NEW YORK (GenomeWeb News) – LaserGen today said it has been awarded a Small Business Innovation Research grant to demonstrate the feasibility of its next-generation sequencing technology in applications involving combat soldiers.

The Houston-based firm's technology will be evaluated by the US Army Medical Research and Material Command, or USAMRMC, on its ability to identify microbes commonly found in wound infections in combat soldiers.

LaserGen did not disclose the terms of the grant, and a company spokesperson did not return a call seeking comment.

LaserGen's sequencing chemistry, called Lightning Terminators, was unveiled at the Advances in Genome Biology and Technology conference last month where the firm demonstrated "highly accurate" sequencing of the E. coli genome, it said.

Lightning Terminators relies on modified nucleotides with a terminating group attached to a newly created "hydroxylmethyl handle," which enables use of natural polymerases. The technology, LaserGen said on its website, results in higher accuracy than natural nucleotides, and enables potentially longer read-lengths.

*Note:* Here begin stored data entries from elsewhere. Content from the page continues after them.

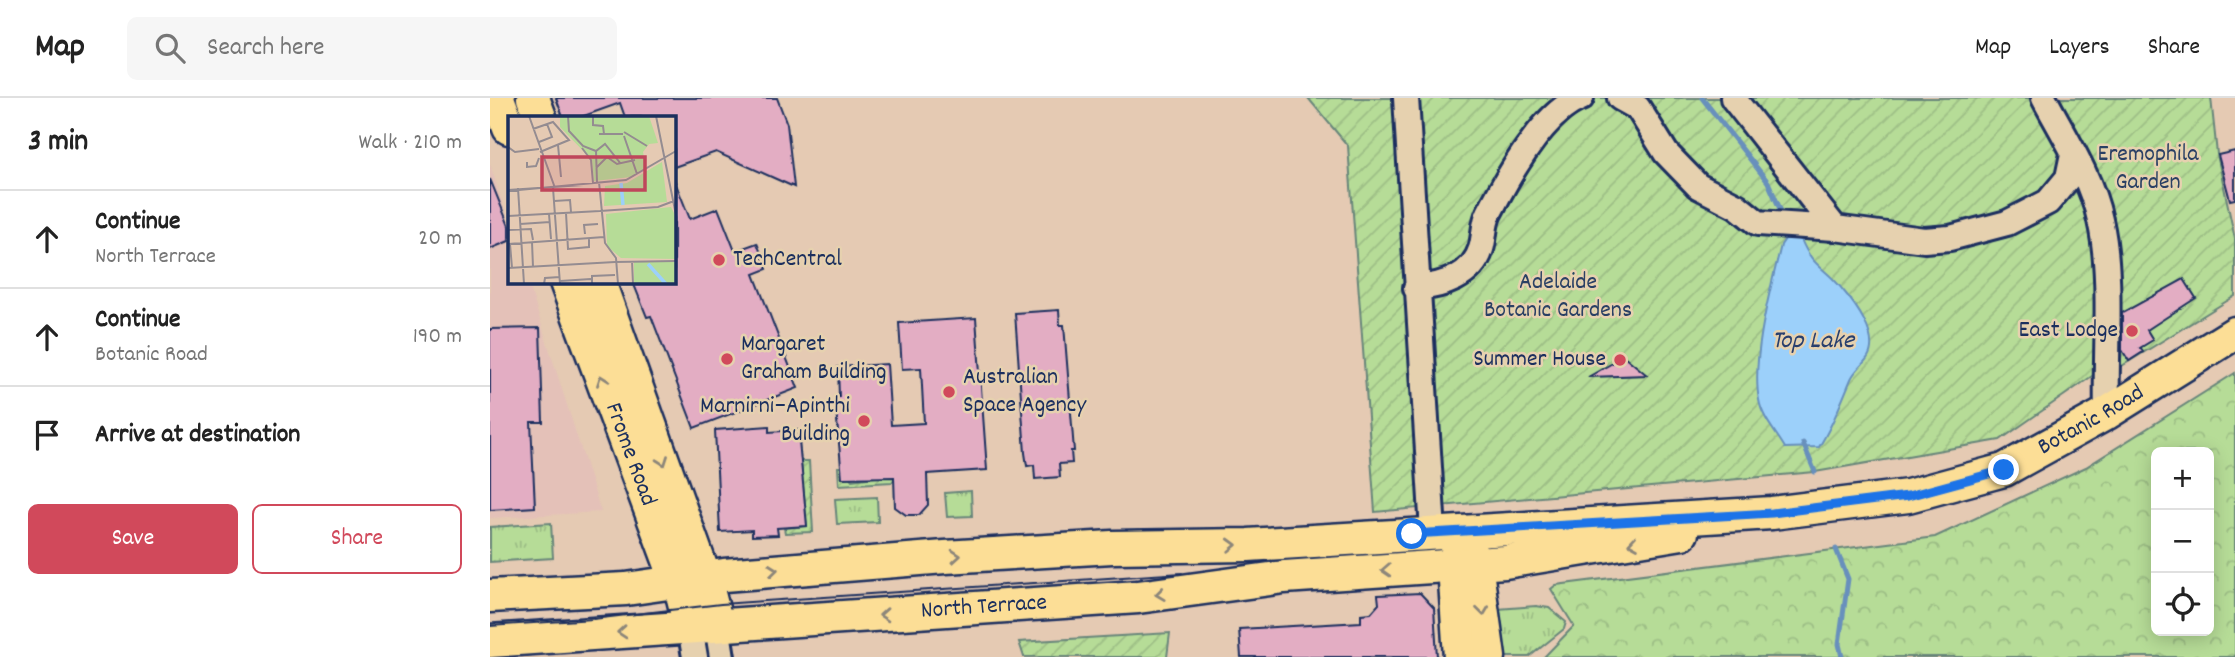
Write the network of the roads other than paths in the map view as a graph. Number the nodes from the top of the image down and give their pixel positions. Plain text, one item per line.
1 (498, 98) edge
2 (533, 98) edge
3 (1406, 98) edge
4 (1581, 98) edge
5 (1620, 98) edge
6 (1733, 98) edge
7 (2043, 98) edge
8 (540, 116) edge
9 (508, 125) edge
10 (2073, 154) junction
11 (2094, 201) junction
12 (2040, 207) junction
13 (1835, 228) junction
14 (567, 284) edge
15 (600, 284) edge
16 (1416, 288) junction
17 (2235, 333) edge
18 (2107, 413) junction
19 (1772, 513) junction
20 (1447, 532) junction
21 (1465, 565) junction
22 (691, 580) junction
23 (490, 596) edge
24 (701, 636) edge
25 (490, 641) edge
26 (722, 657) edge
27 (1460, 657) edge
28 (1489, 657) edge

1 - 9 main road
2 - 8 main road
3 - 16 street
4 - 16 street
5 - 13 street
6 - 13 street
7 - 10 street
10 - 11 street
10 - 12 street
11 - 12 street
11 - 18 street
12 - 13 street
22 -> 14 main road, Frome Road
15 -> 22 main road, Frome Road
16 - 20 street
17 - 18 main road, Botanic Road
18 - 19 main road, Botanic Road
19 - 20 main road, Botanic Road
19 -> 21 main road, Botanic Road
20 - 21 main road
22 -> 20 main road
21 -> 24 main road, North Terrace
21 - 27 main road
21 -> 28 main road
22 - 23 main road
22 - 24 main road, Frome Road
24 -> 25 main road, North Terrace
24 - 26 street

USAMRMC's goal is to develop a rapid and portable method of identifying pathogens in a wound site so that a specific antibiotic treatment can be used. The current practice of using a broad spectrum of antibiotics has contributed to the emergence of multidrug anti-resistant bacteria, and LaserGen's chemistry along with its proprietary imaging technology may result in more effective therapeutic treatment and a reduction in the frequency of multidrug resistance, the firm said.

LaserGen raised $5 million in a Series A financing round in August.